Firestorm Foundation
  • Exhibitions
  • Artists
  • News

Rithika Merchant

Hildegard von Bingen

, 2014
Gouache and ink on paper.
60 x 45 cm

Firestorm Foundation acquired Hildegard von Bingen at the exhibition Mentors (CFHILL, Stockholm, 3 December 2021 - 7 January 2022). The group exhibition, curated by Sandra Weil (art curator living in Tel Aviv who promotes cultural exchange Sweden-Israel and is active in the Robert Weil Family Foundation’s work to defend and nurture democratic society), brought together international contemporary artists like Barbara Kruger (U.S.A., born 1945), Olafur Eliasson (Denmark, born 1967), Klara Lidén (Sweden, born 1979) and Rithika Merchant.
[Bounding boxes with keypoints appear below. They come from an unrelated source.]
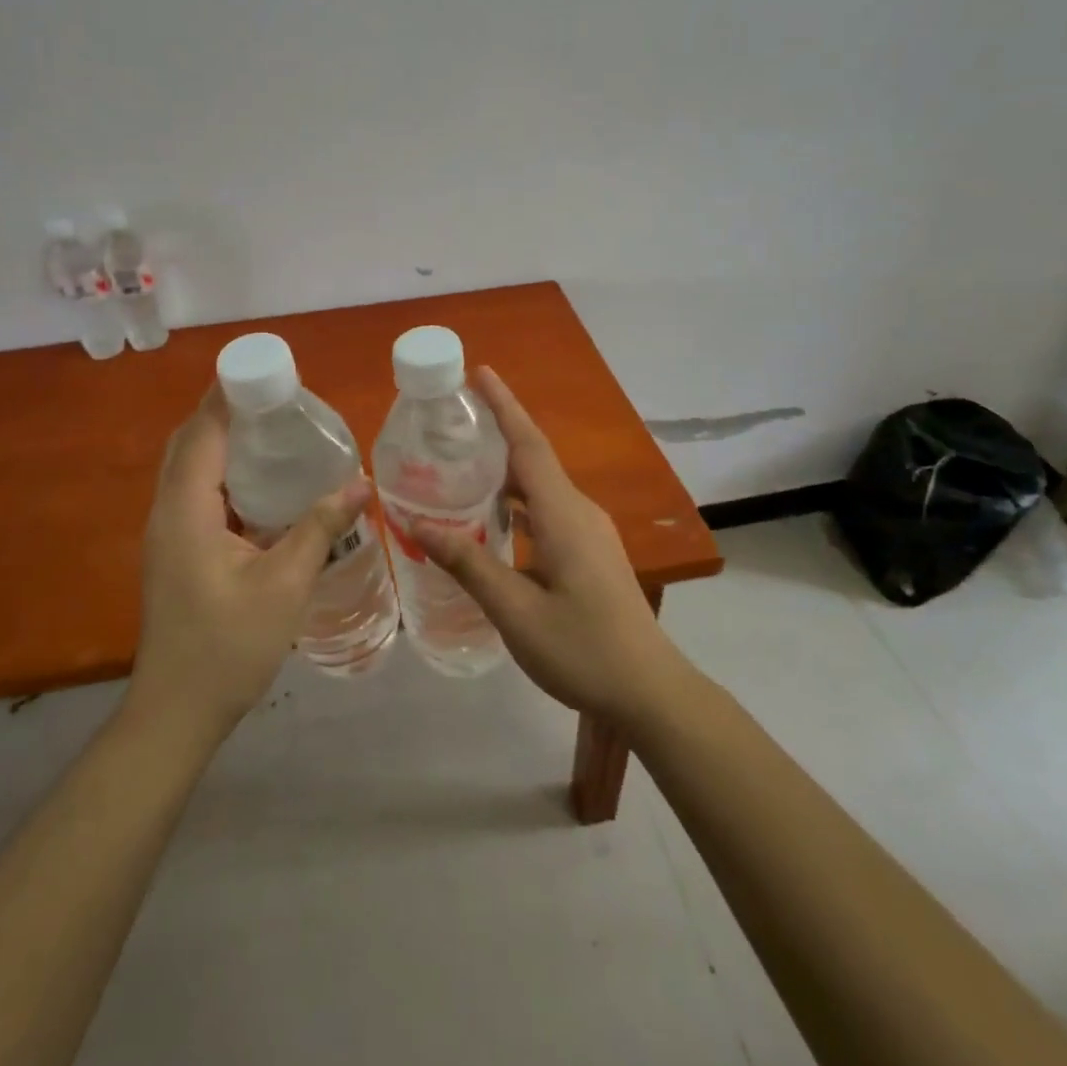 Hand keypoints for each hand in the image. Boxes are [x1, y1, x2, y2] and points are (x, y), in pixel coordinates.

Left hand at [129, 386, 370, 743]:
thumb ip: (319, 527)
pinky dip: (222, 474)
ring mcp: (167, 535)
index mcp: (186, 510)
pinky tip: (262, 485)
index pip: (202, 433)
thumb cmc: (228, 646)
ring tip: (272, 429)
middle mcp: (168, 512)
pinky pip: (195, 494)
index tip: (262, 370)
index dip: (226, 396)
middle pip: (190, 444)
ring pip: (189, 469)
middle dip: (224, 412)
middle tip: (275, 398)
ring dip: (221, 442)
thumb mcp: (285, 583)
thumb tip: (359, 483)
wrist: (177, 713)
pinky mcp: (175, 553)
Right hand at [412, 368, 682, 724]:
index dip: (504, 406)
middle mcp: (580, 512)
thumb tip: (416, 523)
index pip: (528, 445)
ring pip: (541, 488)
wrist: (650, 692)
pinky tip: (491, 521)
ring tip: (460, 468)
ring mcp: (590, 533)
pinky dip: (517, 503)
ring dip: (504, 473)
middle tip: (451, 426)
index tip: (480, 372)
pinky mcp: (591, 553)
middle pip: (533, 460)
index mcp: (564, 515)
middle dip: (496, 434)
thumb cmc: (583, 649)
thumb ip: (467, 562)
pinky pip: (548, 511)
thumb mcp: (515, 611) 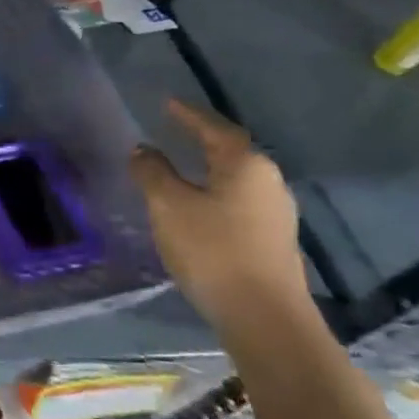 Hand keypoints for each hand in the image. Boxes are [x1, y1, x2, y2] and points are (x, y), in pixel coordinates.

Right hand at [129, 99, 311, 331]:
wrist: (263, 315)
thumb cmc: (212, 250)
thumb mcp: (168, 206)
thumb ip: (153, 172)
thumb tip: (143, 149)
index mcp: (245, 165)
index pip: (214, 128)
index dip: (189, 115)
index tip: (167, 103)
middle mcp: (267, 181)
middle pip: (231, 151)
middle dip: (202, 139)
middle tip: (174, 130)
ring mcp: (274, 212)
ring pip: (235, 178)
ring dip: (208, 168)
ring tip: (181, 164)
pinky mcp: (271, 238)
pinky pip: (237, 201)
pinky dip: (214, 192)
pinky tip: (198, 203)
In the exhibition catalogue Saskia Neuman (Swedish writer and curator, regular contributor to publications such as Vogue and Artlover, in addition to curating solo exhibitions. Formerly the director of the Market Art Fair, Stockholm and director of the Absolute Art Award) wrote the following about Rithika Merchant:

Rithika Merchant studies epic mythology that reaches beyond the barriers of geography, all while evolving her own visual language, based on a vast collection of figures, and symbols. Inspired by, among other things, traditional Indian art and Mongolian miniature painting, her fundamental knowledge in Indian mythology and iconography allows her to expand the language she builds throughout her artistic practice, a language that has the ability to transcend boundaries and differing beliefs, and still is easily interpreted by the viewer. Her work, a fantasy marred with animal and plant life, can be read, and seen as a narration of a collective human history. […] Through her work the artist creates a red thread binding together our understanding of the power of human relationships, and the dependance we have in one another. […] Even though Merchant creates enormous detail in outlines and composition in the highly figurative paintings she paints she should not be identified as a graphic artist. Additionally, the artist uses her work to recognize global issues such as climate change, evident in her praised painting Harvest of the Land of Plenty, a mixed media collage from 2020. The five paintings presented in this exhibition offer insight into the artist’s world, allowing the viewer to delve into this continuous artistic language where nature and ritual collide. With titles such as Lycanthropy, 2015 the artist offers us a glimpse into her fascination with the mythology and the occult. This theme is continued throughout, evident in the painting Hildegard von Bingen, 2014 a reference to the revered 11th century saint-like mythicist, nun and writer. Time and again Merchant draws upon history intertwined with beautiful botanical imagery, references to folk art and mythology to create very dramatic, and romantic examinations of her own imagination.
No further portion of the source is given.